TCPWave IPAM is the world’s first acclaimed DNS/DHCP management software to pass the most stringent Information security tests. TCPWave IPAM has nullified attacks and exploits using the vector attack methods such as SQL Injection, SQL Injection (Boolean), SQL Injection (Blind), Cross-site Scripting, Command Injection, Command Injection (Blind), Local File Inclusion, Remote File Inclusion, Code Evaluation, HTTP Header Injection, Open Redirection, Web App Fingerprint, WebDAV, Reflected File Download, Insecure Reflected Content, XML External Entity, File Upload, Cross-Origin Resource Sharing (CORS), HTTP Methods, Server-Side Request Forgery (Pattern Based), Server-Side Request Forgery (DNS), XML External Entity (Out of Band), Cross-site Scripting (Blind), Code Evaluation (Out of Band).
TCPWave has further enhanced the TACACS+ security by sending each keystroke typed by the users to the AAA logs. Multiple AAA servers can be configured into the TCPWave TACACS module so that the AAA process does not have a single point of failure.
Terminal Access Controller Access-Control System (TACACS+) is a remote authentication protocol that is used to communicate with an authentication server commonly used in UNIX networks. TACACS+ is a security application that provides centralized validation of users attempting to gain access to a router or network access server. TACACS+ services are maintained in a database on a TACACS+ daemon running, typically, on a UNIX workstation. The goal of TACACS+ is to provide a methodology for managing multiple network access points from a single management service.

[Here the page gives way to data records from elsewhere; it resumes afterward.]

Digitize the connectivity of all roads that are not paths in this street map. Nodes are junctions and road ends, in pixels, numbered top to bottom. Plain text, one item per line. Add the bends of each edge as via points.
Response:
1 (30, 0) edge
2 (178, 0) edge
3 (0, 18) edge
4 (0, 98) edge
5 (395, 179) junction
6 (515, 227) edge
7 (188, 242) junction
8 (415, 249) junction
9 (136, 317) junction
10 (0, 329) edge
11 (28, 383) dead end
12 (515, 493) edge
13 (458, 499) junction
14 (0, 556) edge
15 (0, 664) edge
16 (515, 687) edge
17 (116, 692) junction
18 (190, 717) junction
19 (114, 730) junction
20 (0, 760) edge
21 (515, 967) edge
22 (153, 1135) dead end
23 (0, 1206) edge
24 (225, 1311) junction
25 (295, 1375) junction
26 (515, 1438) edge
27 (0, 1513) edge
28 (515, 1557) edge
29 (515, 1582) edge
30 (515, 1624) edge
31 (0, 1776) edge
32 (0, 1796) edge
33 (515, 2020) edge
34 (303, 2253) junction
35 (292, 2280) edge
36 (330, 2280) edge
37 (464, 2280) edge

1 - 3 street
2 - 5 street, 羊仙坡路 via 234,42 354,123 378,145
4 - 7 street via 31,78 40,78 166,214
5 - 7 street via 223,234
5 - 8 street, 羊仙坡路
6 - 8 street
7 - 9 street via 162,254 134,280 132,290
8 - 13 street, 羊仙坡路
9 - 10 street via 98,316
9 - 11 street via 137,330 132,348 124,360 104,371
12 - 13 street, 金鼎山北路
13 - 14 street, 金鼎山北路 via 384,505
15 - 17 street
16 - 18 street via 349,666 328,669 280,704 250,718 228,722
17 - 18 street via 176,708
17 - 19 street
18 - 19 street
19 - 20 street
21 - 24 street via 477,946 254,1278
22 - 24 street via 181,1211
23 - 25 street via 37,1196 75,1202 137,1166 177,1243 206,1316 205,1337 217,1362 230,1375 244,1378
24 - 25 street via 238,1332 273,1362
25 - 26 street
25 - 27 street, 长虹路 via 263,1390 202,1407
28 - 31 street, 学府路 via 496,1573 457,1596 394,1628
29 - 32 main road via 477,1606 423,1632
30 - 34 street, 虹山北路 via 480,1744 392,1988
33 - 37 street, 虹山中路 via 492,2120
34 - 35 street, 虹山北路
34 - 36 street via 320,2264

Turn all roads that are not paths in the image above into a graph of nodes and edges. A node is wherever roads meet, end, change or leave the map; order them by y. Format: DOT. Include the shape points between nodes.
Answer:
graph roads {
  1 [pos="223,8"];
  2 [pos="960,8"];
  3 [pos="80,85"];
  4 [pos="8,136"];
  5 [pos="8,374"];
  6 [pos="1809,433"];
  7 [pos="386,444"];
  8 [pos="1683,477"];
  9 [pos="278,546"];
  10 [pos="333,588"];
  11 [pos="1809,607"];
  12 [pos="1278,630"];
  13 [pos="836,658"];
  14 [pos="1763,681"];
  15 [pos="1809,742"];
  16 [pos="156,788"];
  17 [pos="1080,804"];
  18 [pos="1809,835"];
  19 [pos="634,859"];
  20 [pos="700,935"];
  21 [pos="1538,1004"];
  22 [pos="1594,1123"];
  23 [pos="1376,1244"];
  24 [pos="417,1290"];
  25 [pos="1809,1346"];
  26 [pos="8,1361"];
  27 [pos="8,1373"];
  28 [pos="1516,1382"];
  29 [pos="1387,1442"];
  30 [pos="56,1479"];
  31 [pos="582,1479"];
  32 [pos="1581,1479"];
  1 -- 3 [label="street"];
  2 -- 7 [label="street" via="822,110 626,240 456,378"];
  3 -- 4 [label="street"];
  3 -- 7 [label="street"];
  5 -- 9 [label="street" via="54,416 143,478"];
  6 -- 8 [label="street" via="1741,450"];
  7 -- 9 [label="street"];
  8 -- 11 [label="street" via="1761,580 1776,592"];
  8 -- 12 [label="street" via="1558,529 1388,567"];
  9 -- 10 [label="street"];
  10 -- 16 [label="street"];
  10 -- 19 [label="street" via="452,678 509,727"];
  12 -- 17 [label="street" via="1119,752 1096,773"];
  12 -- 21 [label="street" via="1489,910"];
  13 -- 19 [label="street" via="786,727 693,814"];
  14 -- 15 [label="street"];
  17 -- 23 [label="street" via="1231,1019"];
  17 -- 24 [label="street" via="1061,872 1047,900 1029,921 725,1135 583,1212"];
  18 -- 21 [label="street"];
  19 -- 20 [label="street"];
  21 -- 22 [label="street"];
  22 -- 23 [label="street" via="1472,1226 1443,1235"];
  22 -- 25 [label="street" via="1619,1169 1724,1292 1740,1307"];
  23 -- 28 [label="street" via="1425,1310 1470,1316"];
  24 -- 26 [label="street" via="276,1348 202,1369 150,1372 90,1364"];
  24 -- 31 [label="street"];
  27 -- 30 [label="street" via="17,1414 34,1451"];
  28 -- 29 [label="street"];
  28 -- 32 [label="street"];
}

The TCPWave appliances can self defend themselves against various security levels. They can calculate the baseline trend and compare the DNS traffic pattern with the baseline. Any abnormality that takes place against the baseline is reported to the management via SNMP alerts.
Finally, the TCPWave appliances run bind as the non-root user and in a chroot directory to increase the security because if someone attempts to crack BIND, they cannot go beyond the chroot environment and make a malicious change to the underlying operating system.
TCPWave has also partnered with HP and has developed HPNA adapters to backup and restore the appliances. Our appliances reduce your backup costs significantly when compared to a full server backup. A tiny footprint of the configuration files is backed up by HPNA.
If the appliance fails, the Dell Technician replaces the failed drive within 4 hours (Dell support contract required). If both the drives fail, a new set of drives with the software pre-loaded is installed. The TCPWave IPAM or HPNA would then restore the original configurations, thereby getting you up and running much faster than our competition. When a TCPWave appliance is down, the business would not see any outage because of the multiple layers of redundancy in the design of the Anycast layer.